Тра-ля-ля! Этот чиновник, который толкнул информацию нашему директору, он толкнул ее не один раз. А два. Или даже больше двух. Предприимчивый товарищ, как ты считаешь, а? Кому нужно водяное топливо? Ну конечно, нефтянику… Болек Серпинский, надо же! Патриот! Тридцать три приюта, призывы помочь нецивилизованному миру, член четырех клубов! Ну, все, подумал Леви Штейнман, директор просрал. Наш банк крут, но с Серпинским соревноваться пупок развяжется. Он оттолкнулся от стола, отъехал почти до дверей по жесткому ковру. Алекс, который в припадке жадности пытался разом делать свою и его работу, глянул — поднял брови. У Алекса уже был условный рефлекс: чем дальше начальник откатывается от стола, тем больше драйв, тем значительнее происходящие события. Штейнман уже несся по коридору в сторону директора, а Алекс так и сидел с поднятыми бровями, соображая: вверх случился или вниз?

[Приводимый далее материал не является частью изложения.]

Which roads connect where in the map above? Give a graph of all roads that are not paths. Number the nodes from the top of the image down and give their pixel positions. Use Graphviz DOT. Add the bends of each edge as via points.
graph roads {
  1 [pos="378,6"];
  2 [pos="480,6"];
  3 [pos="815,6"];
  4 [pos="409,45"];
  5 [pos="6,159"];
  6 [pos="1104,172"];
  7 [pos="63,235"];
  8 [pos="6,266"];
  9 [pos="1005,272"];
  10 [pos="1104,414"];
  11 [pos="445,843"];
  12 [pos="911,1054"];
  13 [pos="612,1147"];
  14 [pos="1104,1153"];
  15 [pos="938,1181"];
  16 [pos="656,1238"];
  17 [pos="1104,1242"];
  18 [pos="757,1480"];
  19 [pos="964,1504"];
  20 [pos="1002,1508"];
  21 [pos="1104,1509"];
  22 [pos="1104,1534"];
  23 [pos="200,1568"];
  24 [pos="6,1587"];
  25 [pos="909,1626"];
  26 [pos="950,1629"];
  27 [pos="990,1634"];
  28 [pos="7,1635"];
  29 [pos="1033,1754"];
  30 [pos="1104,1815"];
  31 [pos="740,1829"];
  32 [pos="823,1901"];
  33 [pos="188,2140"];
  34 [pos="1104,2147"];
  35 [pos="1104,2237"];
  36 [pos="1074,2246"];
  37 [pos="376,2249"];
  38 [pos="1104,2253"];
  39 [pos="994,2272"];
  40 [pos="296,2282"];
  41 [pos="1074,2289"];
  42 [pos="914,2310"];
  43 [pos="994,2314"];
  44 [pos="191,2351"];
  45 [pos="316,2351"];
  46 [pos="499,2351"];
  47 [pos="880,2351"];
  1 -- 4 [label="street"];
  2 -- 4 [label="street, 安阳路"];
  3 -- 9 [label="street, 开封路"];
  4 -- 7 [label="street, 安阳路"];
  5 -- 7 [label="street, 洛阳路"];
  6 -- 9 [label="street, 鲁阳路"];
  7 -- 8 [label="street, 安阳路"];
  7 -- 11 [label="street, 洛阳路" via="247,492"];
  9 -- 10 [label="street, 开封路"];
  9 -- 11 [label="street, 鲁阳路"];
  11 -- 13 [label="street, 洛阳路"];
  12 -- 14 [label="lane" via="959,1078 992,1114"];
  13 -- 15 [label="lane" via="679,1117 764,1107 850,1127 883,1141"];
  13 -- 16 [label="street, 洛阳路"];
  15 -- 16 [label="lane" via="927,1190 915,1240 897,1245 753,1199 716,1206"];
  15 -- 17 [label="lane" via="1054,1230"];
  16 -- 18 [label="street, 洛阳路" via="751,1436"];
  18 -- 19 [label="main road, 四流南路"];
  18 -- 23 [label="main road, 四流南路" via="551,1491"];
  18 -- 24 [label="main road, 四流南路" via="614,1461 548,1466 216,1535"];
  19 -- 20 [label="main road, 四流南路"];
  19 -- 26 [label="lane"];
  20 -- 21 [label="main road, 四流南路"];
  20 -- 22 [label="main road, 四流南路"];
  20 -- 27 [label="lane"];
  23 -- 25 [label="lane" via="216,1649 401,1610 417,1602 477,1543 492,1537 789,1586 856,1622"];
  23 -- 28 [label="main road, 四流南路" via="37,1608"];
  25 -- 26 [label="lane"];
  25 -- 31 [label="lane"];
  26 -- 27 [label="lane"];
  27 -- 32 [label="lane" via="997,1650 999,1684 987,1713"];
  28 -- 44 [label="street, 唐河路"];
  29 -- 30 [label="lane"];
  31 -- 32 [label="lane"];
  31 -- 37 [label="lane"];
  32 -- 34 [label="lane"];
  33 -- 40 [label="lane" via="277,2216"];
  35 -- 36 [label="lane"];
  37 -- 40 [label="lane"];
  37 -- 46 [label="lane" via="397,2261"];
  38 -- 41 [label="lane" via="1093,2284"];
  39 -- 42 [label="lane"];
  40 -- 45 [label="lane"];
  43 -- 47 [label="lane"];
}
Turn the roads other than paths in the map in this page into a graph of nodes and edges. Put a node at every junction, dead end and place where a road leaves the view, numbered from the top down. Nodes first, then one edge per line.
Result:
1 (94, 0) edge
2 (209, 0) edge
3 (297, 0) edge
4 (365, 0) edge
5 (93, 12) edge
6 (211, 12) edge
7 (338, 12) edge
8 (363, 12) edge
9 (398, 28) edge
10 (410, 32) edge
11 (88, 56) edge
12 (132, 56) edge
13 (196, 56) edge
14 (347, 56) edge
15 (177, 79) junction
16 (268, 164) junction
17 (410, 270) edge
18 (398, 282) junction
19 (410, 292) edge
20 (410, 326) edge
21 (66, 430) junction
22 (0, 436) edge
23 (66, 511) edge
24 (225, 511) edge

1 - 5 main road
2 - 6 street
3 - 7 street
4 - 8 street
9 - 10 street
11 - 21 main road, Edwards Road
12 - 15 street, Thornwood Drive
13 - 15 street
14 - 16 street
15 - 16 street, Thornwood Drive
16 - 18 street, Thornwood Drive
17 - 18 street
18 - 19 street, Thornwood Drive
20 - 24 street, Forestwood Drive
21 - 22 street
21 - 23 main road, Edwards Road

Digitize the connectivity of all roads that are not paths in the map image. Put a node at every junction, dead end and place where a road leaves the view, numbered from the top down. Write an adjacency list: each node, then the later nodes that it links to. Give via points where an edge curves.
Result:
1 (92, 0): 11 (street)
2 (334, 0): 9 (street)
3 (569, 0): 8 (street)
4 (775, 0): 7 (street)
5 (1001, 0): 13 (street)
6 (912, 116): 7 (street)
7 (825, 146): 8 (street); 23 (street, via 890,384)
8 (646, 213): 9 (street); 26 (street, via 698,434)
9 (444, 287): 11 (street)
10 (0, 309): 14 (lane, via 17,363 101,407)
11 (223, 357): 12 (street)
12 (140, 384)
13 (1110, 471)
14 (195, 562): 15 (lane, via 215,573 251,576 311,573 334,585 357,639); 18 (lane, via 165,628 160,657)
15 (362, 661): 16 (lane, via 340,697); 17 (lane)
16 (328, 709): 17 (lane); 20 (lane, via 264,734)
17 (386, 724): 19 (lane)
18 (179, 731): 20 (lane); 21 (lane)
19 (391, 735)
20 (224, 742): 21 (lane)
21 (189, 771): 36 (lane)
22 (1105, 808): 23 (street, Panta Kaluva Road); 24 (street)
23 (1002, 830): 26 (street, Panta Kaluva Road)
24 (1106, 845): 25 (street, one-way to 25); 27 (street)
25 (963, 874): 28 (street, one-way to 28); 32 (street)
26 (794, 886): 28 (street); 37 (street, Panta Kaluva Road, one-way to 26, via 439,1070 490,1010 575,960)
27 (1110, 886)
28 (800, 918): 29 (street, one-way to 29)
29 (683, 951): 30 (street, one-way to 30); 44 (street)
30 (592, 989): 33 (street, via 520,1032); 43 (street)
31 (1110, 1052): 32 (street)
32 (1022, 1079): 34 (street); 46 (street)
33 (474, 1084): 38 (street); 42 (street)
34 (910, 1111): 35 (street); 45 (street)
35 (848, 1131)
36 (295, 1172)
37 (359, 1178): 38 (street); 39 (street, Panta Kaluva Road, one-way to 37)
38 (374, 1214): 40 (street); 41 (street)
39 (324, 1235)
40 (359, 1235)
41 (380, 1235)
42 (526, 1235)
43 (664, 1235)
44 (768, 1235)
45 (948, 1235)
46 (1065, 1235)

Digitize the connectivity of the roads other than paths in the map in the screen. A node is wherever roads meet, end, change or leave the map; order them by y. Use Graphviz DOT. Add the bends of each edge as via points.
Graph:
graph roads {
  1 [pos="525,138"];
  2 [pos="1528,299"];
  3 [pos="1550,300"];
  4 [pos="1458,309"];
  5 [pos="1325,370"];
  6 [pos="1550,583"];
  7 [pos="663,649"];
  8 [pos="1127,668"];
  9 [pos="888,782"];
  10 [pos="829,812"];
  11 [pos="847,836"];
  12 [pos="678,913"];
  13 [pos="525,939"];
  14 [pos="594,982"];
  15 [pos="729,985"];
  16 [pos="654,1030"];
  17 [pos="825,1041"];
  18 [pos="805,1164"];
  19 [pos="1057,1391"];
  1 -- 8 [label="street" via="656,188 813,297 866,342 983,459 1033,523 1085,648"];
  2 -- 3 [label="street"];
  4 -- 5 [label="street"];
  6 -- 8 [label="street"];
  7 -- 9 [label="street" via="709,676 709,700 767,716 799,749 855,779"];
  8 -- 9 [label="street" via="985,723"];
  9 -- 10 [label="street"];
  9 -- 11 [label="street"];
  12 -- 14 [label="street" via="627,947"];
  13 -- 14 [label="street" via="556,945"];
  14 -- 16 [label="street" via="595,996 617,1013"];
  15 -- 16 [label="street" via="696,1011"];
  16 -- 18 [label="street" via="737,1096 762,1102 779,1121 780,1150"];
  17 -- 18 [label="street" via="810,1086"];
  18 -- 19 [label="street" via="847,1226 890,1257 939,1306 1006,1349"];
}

Как это глупо было со стороны директора Бакановица — не сделать себе отдельного кабинета. А все оттого, что Элия Бакановиц любил торговать. Как животное какое, например, сорока. Элия Бакановиц торговал бы клубнику, выращенную своими руками, но его отец был не садовником, а инвестиционным банкиром, и брат, и вот Элия Бакановиц тоже стал директором банка. Но отец и брат любили рулить, а Элия Бакановиц плотненько любил торговать, он сидел днями и продавал-покупал, раскрыв рот от внимания, будто нацелившись пухлыми губами на яблоко, а для этого отдельный кабинет не так удобен, как просторный ангар, где все парятся вместе и можно перекрикиваться.
— Нас, кажется, хотят опередить, — Штейнман подошел к директору сзади и ткнул пальцем в индекс нефтяной компании Серпинского у него на экране. — Девица. Секретарша его личная.
— Ха-ха, — отчетливо произнес Элия Бакановиц, быстренько запрокидывая голову, так что Штейнману стало видно его опрокинутые глаза. — У нас есть два выхода.
— Как-то чересчур оптимистично, — заметил Штейнман. — Есть, да еще целых два.
— Я припугну его, — сказал Бакановиц. — Он у меня получит по полной программе. Ничего конкретного, просто напугаю. — Видно было, что он по ходу дела соображает, как можно заработать на напуганном нефтянике. — А ты давай окучивай девицу, — Элия Бакановиц покрутился, утрамбовался и подмигнул.